Je pourrais vous parler de nombreux bébés qui n’ont jamais eu la chance de découvrir par eux-mêmes cette affaire importante du passage des selles. Je connais une mère qui n’a pratiquement jamais laissé un de ses bébés avoir une selle naturelle. Sa théorie était qu’une selle dans le rectum empoisonne le bébé d’une façon ou d’une autre – ce qui n’est tout simplement pas vrai. Les bébés et les petits enfants peuvent retenir leurs selles pendant des jours sans être réellement en danger. La mère ne cessait d’intervenir dans le rectum de chaque bébé en se servant de bouts de savon et de lavements et le résultat était plus que chaotique. Elle n’espérait certainement pas pouvoir en faire des enfants heureux qui puissent facilement l’aimer.

Vous vous attendez sans doute à ce que je vous parle aussi de l’autre type d’excrétion, le passage de l’urine. Les principes généraux sont les mêmes dans les deux cas.

L’eau est absorbée dans le sang et la quantité qui n’est pas nécessaire est rejetée par les reins du bébé. Elle passe dans la vessie avec des produits résiduels qui s’y trouvent dissous. Le bébé ne sait rien jusqu’à ce que la vessie commence à se remplir et que se manifeste alors un besoin d’éliminer l’urine. Au début, cela est plus ou moins automatique, mais peu à peu le bébé s’aperçoit qu’il est récompensé s’il la conserve un peu. Il trouve alors du plaisir à s’en débarrasser. Cet autre petit plaisir qui se développe enrichit sa vie. Il a le sentiment qu’elle vaut la peine d’être vécue et qu’il fait bon vivre dans son corps.
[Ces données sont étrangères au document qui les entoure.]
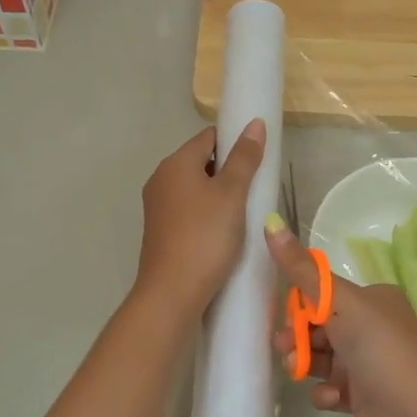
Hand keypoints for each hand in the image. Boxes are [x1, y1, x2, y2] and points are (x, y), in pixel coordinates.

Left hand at [134, 120, 266, 314]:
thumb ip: (245, 158)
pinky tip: (224, 233)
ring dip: (219, 195)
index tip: (258, 161)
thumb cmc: (205, 237)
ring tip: (244, 213)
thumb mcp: (232, 195)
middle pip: (201, 162)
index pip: (209, 137)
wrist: (172, 292)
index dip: (235, 143)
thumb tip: (254, 124)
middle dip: (229, 171)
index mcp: (175, 164)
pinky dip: (207, 214)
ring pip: (195, 189)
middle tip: (255, 190)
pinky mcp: (160, 231)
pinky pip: (189, 211)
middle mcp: (161, 179)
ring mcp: (158, 207)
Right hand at [267, 223, 416, 416]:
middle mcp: (374, 327)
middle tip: (286, 348)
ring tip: (299, 373)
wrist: (412, 415)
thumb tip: (271, 222)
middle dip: (298, 338)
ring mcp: (369, 363)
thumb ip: (302, 270)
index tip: (285, 317)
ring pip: (322, 358)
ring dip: (306, 364)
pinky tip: (332, 398)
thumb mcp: (339, 302)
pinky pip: (332, 388)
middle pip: (319, 326)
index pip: (325, 294)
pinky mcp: (363, 396)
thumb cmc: (378, 348)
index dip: (300, 306)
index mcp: (374, 299)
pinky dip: (326, 392)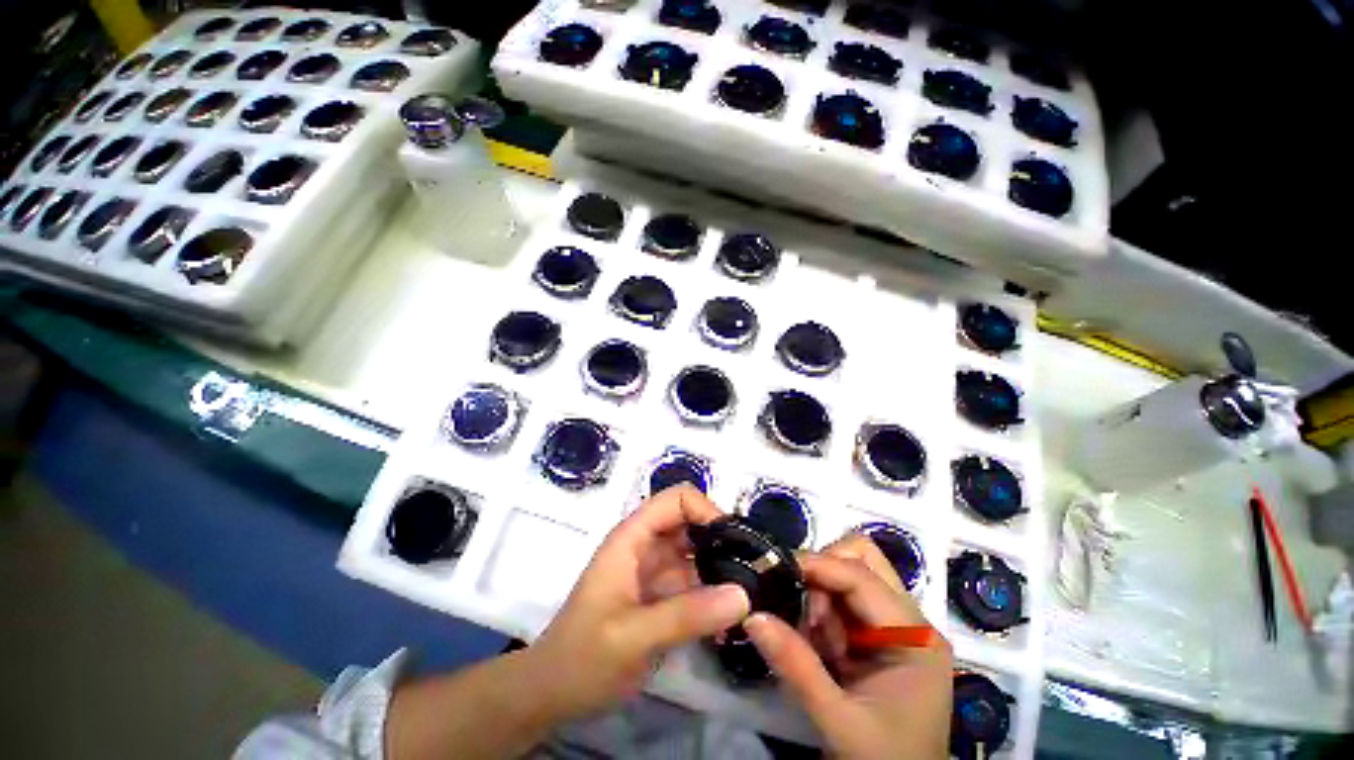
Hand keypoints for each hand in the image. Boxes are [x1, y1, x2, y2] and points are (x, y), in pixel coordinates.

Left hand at [529, 485, 750, 720]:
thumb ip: (686, 615)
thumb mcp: (632, 637)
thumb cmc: (582, 657)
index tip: (734, 543)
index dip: (706, 510)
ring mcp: (655, 572)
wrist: (553, 695)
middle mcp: (647, 546)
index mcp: (632, 538)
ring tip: (753, 594)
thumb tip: (744, 595)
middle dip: (722, 540)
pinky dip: (716, 594)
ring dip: (723, 568)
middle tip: (754, 570)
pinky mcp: (663, 597)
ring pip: (697, 553)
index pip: (676, 500)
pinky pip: (696, 583)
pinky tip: (735, 617)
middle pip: (691, 523)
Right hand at [745, 535, 952, 758]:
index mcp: (914, 637)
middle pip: (863, 559)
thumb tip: (752, 615)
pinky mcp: (878, 636)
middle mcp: (909, 621)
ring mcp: (895, 626)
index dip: (817, 565)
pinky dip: (822, 611)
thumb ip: (796, 667)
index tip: (776, 567)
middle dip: (824, 569)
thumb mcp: (838, 721)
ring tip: (811, 634)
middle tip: (801, 602)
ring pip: (850, 573)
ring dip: (821, 593)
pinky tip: (818, 642)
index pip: (861, 576)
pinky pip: (843, 600)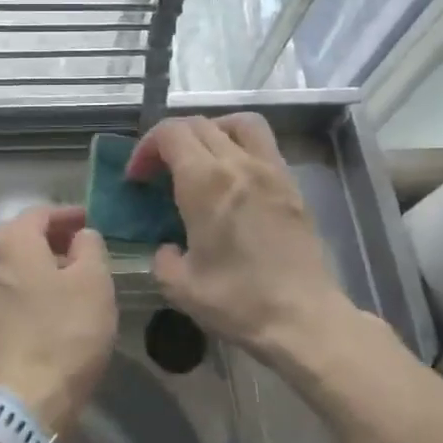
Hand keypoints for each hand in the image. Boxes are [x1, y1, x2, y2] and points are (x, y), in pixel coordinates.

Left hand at [0, 206, 117, 435]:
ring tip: (69, 275)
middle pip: (20, 236)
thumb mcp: (94, 283)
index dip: (67, 214)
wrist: (20, 402)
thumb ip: (90, 247)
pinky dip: (27, 285)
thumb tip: (81, 235)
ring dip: (38, 262)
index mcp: (12, 242)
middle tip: (80, 246)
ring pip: (11, 264)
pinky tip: (49, 303)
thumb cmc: (64, 334)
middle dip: (50, 236)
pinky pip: (6, 289)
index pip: (39, 213)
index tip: (91, 221)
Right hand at [127, 114, 347, 370]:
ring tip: (201, 159)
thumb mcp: (179, 287)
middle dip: (170, 140)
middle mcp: (238, 164)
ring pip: (237, 123)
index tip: (137, 177)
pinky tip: (233, 178)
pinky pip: (263, 144)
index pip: (170, 133)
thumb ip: (162, 257)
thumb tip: (168, 247)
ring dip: (211, 130)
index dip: (146, 148)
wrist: (305, 320)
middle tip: (160, 171)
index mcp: (205, 182)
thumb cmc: (238, 301)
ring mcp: (271, 170)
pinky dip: (240, 145)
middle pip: (199, 124)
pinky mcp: (292, 185)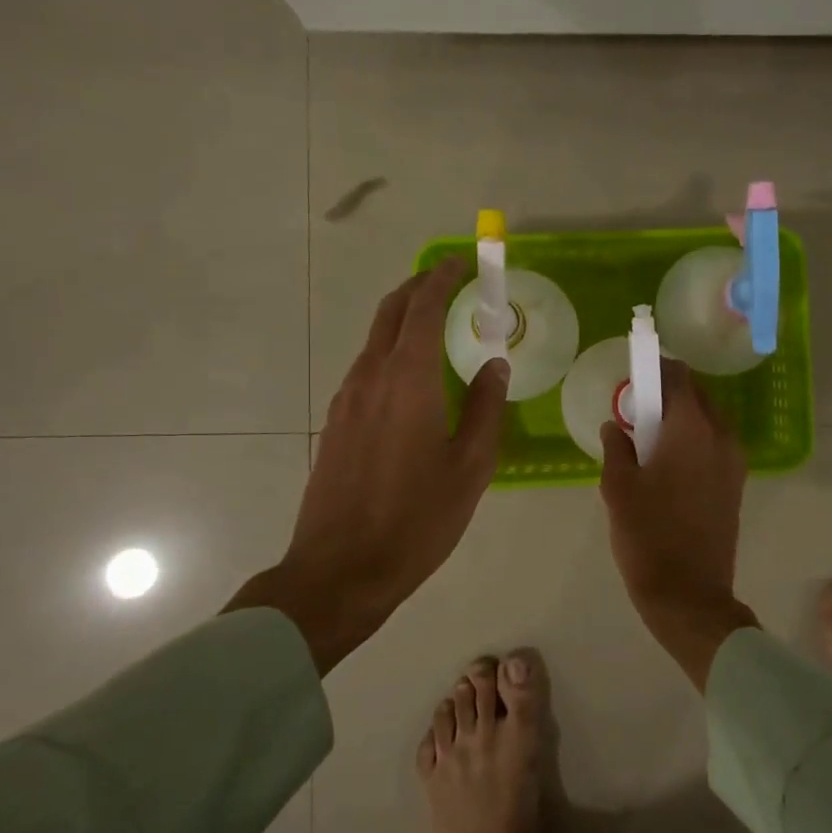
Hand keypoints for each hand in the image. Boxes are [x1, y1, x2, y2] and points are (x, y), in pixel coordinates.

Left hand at [228, 260, 509, 672]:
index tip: (462, 262)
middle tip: (448, 281)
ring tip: (437, 326)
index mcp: (408, 381)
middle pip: (390, 313)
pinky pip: (367, 368)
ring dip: (403, 320)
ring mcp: (346, 400)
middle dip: (418, 288)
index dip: (442, 279)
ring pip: (375, 340)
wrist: (340, 570)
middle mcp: (370, 377)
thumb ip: (487, 408)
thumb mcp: (471, 466)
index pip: (422, 309)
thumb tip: (495, 365)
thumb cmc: (417, 519)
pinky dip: (391, 351)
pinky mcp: (336, 423)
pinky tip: (413, 376)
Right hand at [599, 358, 758, 689]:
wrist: (689, 594)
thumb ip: (616, 447)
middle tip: (637, 410)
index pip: (678, 377)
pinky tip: (667, 465)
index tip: (634, 373)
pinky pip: (714, 445)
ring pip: (708, 421)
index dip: (656, 367)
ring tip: (649, 440)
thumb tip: (616, 426)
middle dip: (668, 394)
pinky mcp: (736, 485)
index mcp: (692, 429)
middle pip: (697, 396)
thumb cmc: (648, 535)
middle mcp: (721, 437)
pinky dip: (693, 440)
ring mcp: (734, 462)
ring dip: (681, 418)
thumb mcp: (618, 487)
Le temps passant, vous pouvez utiliser cette découverte du bébé que l’attente est payante, parce que vous apprenez à reconnaître les signes qui vous indiquent que quelque chose va se passer. De plus, vous pouvez enrichir l’expérience du bébé par l’intérêt que vous portez à toute la procédure. Il en viendra à aimer l’attente, à condition qu’elle ne soit pas trop longue, simplement dans le but de conserver tout cela dans le cadre de la relation affectueuse qui existe entre vous deux.

Vous voyez que la mère du bébé est nécessaire pour s’occuper de ses excréments, tout comme elle est nécessaire pour sa nourriture. Seule la mère a le sentiment que cela vaut la peine de suivre en détail les besoins de son bébé, permettant ainsi aux expériences excitantes du corps de devenir partie d’une relation d’amour entre deux personnes, le bébé et elle-même.

Lorsque cela arrive et dure assez longtemps, ce que nous appelons l’apprentissage de la propreté peut suivre sans grandes difficultés, car la mère a gagné le droit à des exigences qui ne dépassent pas les possibilités du bébé.

Nous avons là, à nouveau, un exemple de la manière selon laquelle les fondements de la santé sont établis par une mère normale au cours des soins normaux et aimants qu’elle donne à son bébé.